Filippo Marricchi

Personal information
- Date of birth: 4 February 1999 (age 26)
- Place of birth: Orvieto, Italy
- Height: 1.90 m (6 ft 3 in)
- Position(s): Goalkeeper

Team information
- Current team: Orvietana

Youth career
- 0000–2013: Orvietana
- 2013–2015: Ternana
- 2015–2018: Juventus
- 2017–2018: → Novara (loan)

Senior career*
- Years: Team / Apps / (Gls)
- 2017–2019: Juventus / 0 / (0)
- 2017–2019: → Novara (loan) / 1 / (0)
- 2019–2021: Novara / 0 / (0)
- 2021: → Foligno (loan) / 17 / (0)
- 2021–2022: Tolentino / 9 / (0)
- 2022: Pianese / 0 / (0)
- 2022–: Orvietana / 36 / (0)

International career^{‡}
- 2015–2016: Italy U17 / 5 / (0)

= Filippo Marricchi =

Italian footballer

Filippo Marricchi (born 4 February 1999) is an Italian football player who plays for Serie D club Orvietana.

==Club career==
He first joined Novara youth team on loan in the summer of 2017 and made several bench appearances for the senior squad in the 2017–18 Serie B season.

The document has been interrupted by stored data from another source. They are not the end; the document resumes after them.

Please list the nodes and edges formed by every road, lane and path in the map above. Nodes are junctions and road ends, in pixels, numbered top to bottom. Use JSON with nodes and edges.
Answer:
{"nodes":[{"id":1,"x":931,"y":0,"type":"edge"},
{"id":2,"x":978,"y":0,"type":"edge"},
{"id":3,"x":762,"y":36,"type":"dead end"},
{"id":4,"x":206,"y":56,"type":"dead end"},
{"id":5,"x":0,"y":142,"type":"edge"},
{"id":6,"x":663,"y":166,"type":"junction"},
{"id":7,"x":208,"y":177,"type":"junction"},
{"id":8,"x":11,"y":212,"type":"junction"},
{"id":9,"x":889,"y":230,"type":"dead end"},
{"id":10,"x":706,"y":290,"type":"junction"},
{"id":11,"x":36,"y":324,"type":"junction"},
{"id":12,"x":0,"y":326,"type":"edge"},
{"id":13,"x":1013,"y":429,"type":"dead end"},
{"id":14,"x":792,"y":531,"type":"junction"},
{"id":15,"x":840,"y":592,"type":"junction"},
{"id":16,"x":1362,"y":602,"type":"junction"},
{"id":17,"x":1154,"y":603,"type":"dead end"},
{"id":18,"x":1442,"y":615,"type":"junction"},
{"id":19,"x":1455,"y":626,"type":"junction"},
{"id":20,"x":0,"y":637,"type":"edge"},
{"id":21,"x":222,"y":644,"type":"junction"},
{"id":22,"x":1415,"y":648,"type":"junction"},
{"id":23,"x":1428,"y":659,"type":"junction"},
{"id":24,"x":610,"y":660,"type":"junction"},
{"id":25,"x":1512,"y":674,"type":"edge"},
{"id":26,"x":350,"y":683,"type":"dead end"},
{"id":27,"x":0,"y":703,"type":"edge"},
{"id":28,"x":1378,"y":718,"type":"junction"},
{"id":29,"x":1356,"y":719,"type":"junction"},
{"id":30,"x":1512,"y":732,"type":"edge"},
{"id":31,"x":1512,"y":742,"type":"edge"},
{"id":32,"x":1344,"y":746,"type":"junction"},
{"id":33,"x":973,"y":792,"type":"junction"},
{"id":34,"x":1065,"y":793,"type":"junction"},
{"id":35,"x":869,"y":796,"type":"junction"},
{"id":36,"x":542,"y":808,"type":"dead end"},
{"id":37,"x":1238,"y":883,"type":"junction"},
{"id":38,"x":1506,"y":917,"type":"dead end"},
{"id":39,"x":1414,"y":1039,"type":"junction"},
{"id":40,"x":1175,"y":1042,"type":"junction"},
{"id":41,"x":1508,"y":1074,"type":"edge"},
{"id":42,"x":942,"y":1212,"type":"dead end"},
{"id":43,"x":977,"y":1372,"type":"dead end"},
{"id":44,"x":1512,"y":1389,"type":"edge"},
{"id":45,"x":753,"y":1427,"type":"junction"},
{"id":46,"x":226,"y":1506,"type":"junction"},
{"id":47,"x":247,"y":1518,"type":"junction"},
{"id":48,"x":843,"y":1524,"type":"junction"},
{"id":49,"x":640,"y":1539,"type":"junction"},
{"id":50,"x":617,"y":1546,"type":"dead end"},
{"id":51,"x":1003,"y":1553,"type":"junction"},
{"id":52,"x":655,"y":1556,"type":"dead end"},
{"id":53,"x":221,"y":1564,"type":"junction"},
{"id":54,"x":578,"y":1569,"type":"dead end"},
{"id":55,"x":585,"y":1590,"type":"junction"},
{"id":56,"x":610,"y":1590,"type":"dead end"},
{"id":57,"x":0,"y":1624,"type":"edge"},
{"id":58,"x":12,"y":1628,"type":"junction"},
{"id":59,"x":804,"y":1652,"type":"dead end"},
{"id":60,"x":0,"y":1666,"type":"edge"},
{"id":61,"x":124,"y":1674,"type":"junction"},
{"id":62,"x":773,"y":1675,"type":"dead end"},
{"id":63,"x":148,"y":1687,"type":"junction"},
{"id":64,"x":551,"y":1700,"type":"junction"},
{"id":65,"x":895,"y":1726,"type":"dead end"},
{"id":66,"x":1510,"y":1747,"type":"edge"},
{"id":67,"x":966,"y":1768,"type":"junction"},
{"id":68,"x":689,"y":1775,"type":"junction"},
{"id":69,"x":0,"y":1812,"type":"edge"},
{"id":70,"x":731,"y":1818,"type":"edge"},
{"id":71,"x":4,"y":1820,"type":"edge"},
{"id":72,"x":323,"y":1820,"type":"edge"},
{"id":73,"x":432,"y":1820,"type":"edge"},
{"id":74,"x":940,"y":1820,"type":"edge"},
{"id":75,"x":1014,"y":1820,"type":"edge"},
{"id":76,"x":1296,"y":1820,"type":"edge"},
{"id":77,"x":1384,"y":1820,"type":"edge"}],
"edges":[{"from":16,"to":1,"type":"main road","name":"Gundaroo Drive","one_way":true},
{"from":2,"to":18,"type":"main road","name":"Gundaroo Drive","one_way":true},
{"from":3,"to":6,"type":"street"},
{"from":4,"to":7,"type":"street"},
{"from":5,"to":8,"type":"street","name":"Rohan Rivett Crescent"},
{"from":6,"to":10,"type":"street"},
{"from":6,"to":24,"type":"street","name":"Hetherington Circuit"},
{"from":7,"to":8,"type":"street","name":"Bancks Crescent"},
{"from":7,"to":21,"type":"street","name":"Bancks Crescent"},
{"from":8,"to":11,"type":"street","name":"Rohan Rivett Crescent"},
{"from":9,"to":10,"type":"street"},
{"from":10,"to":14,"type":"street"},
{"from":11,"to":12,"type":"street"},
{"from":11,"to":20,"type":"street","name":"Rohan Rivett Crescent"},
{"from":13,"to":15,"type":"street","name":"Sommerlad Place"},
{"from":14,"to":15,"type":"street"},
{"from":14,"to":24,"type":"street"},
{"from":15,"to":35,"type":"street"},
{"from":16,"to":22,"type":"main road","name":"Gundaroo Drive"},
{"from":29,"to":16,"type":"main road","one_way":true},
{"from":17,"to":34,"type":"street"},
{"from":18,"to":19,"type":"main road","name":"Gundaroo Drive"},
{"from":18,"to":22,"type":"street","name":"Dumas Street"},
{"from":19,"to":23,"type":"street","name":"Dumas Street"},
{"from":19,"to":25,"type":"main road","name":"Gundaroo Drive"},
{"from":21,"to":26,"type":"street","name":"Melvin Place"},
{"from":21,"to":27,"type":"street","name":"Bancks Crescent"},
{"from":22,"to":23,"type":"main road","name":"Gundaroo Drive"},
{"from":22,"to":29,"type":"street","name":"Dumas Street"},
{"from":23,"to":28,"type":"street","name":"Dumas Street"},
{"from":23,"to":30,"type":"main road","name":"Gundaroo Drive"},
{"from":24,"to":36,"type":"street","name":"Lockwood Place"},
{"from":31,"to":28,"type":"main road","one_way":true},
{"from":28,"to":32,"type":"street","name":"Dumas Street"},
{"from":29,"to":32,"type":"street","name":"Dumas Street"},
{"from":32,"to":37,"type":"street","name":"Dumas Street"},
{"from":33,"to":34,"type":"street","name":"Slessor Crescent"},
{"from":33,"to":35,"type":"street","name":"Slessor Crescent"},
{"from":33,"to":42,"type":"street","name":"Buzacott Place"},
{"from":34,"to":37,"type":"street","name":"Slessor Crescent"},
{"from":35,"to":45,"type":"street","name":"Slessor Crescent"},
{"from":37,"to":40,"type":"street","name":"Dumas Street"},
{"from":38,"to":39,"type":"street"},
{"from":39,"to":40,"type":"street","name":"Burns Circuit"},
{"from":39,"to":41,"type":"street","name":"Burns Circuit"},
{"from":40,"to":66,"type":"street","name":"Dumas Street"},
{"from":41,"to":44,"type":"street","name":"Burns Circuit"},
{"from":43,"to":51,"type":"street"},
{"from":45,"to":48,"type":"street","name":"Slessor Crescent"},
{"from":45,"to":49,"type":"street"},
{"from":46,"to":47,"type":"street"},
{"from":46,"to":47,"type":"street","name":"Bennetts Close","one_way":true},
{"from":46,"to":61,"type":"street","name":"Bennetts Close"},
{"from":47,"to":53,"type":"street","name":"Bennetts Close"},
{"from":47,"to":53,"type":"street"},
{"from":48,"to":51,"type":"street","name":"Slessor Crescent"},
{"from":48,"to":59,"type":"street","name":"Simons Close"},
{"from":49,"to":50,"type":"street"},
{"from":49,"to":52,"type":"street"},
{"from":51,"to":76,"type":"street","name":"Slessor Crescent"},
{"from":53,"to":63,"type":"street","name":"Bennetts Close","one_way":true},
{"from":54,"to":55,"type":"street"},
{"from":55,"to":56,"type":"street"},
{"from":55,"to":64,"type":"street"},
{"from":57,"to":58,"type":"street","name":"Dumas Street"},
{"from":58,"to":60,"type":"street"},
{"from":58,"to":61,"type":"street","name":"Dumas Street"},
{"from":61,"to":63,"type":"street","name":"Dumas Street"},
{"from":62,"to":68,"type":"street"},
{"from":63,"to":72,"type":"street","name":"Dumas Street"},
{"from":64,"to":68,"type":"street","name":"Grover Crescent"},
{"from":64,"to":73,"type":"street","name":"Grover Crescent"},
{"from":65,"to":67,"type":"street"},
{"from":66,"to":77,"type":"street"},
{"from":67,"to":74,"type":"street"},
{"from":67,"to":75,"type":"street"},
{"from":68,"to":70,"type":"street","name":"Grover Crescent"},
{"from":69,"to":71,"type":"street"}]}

On 24 July 2018, he re-joined Novara (by this time relegated to Serie C) on a two-year loan with option to purchase. He made his Serie C debut for Novara on 14 October 2018 in a game against Carrarese as a 65th-minute substitute for Michele Di Gregorio.

In July 2019, his loan was converted to a permanent transfer.

On 23 January 2021, he joined Serie D club Foligno.

==International==
He played for the Italy national under-17 football team in 2016 UEFA European Under-17 Championship qualification. He was not selected for the final tournament in favour of Alessandro Plizzari and Gabriel Meli.